The Python-specific part is worth mentioning without overcomplicating the answer. State that Python does not have fixed-width signed integers, so the implementation masks intermediate values to 32 bits and converts the final two’s-complement value back to a regular Python integer.

Interview follow-ups

How would this change for 64-bit signed integers?

The algorithm stays the same. Only the constants change: the word mask becomes 0xFFFFFFFFFFFFFFFF, and the largest positive signed value becomes 0x7FFFFFFFFFFFFFFF.
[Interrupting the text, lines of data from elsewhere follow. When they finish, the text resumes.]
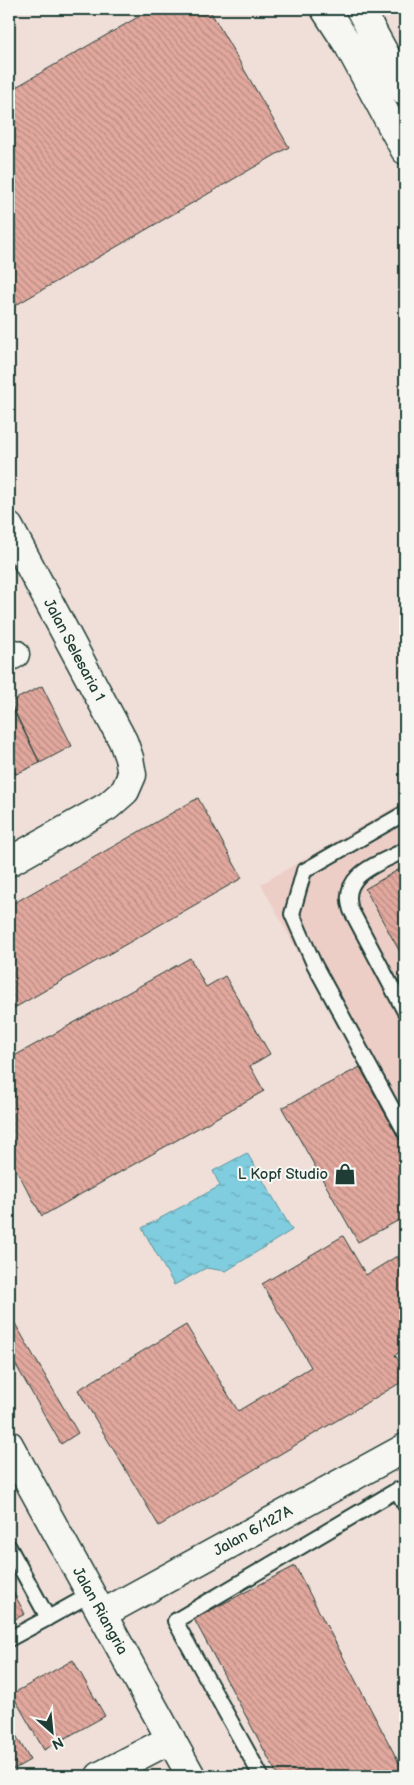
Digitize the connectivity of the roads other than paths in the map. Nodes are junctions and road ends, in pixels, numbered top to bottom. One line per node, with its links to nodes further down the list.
1 (325, 9): 4 (street)
2 (360, 9): 3 (street)
3 (405, 91)
4 (405, 150)
5 (9, 527): 8 (street, Jalan Selesaria 1)
6 (405, 812): 10 (lane)
7 (405, 850): 9 (lane)
8 (9, 862)
9 (405, 1012)
10 (405, 1132)
11 (9, 1445): 15 (street, Jalan Riangria)
12 (405, 1448): 15 (street, Jalan 6/127A)
13 (405, 1506): 21 (lane)
14 (9, 1547): 16 (lane)
15 (96, 1604): 16 (lane); 18 (street, Jalan Riangria)
16 (48, 1618): 17 (lane)
17 (9, 1639)
18 (171, 1739): 19 (street); 20 (street, Jalan Riangria)
19 (100, 1776)
20 (191, 1776)
21 (261, 1776)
The reason this works is that two’s-complement addition is identical across word sizes; the word size only decides where overflow wraps. The complexity becomes O(64), which is still constant time in normal interview terms.

Can this method implement subtraction too?

Yes. In two’s complement, subtracting b is the same as adding the negation of b. The negation can be built as ~b plus one, using the same bitwise addition helper.

This works because two’s complement represents negative numbers by inverting the bits and adding one. The tradeoff is that the implementation needs the same fixed-width masking discipline; otherwise, Python’s unlimited sign extension can make negative values behave differently from a fixed-width machine integer.

Why does the loop eventually stop?

Each iteration moves unresolved carries one bit to the left. With a fixed word size, a carry can only move across a finite number of positions before it either settles into the sum or overflows out of the word.

Masking is what makes that guarantee true in Python. Without the mask, negative values have infinitely many leading sign bits, so there is no fixed edge where carries disappear.

What if the interviewer forbids helper methods or class constants?

The same logic can be written inline inside getSum. The helper method and constants mainly improve readability and make the signed-width assumptions explicit.

For a whiteboard answer, the core loop is what matters: compute XOR for the carry-free sum, compute shifted AND for the carry, mask both values when using Python, and convert the final unsigned result back to signed form.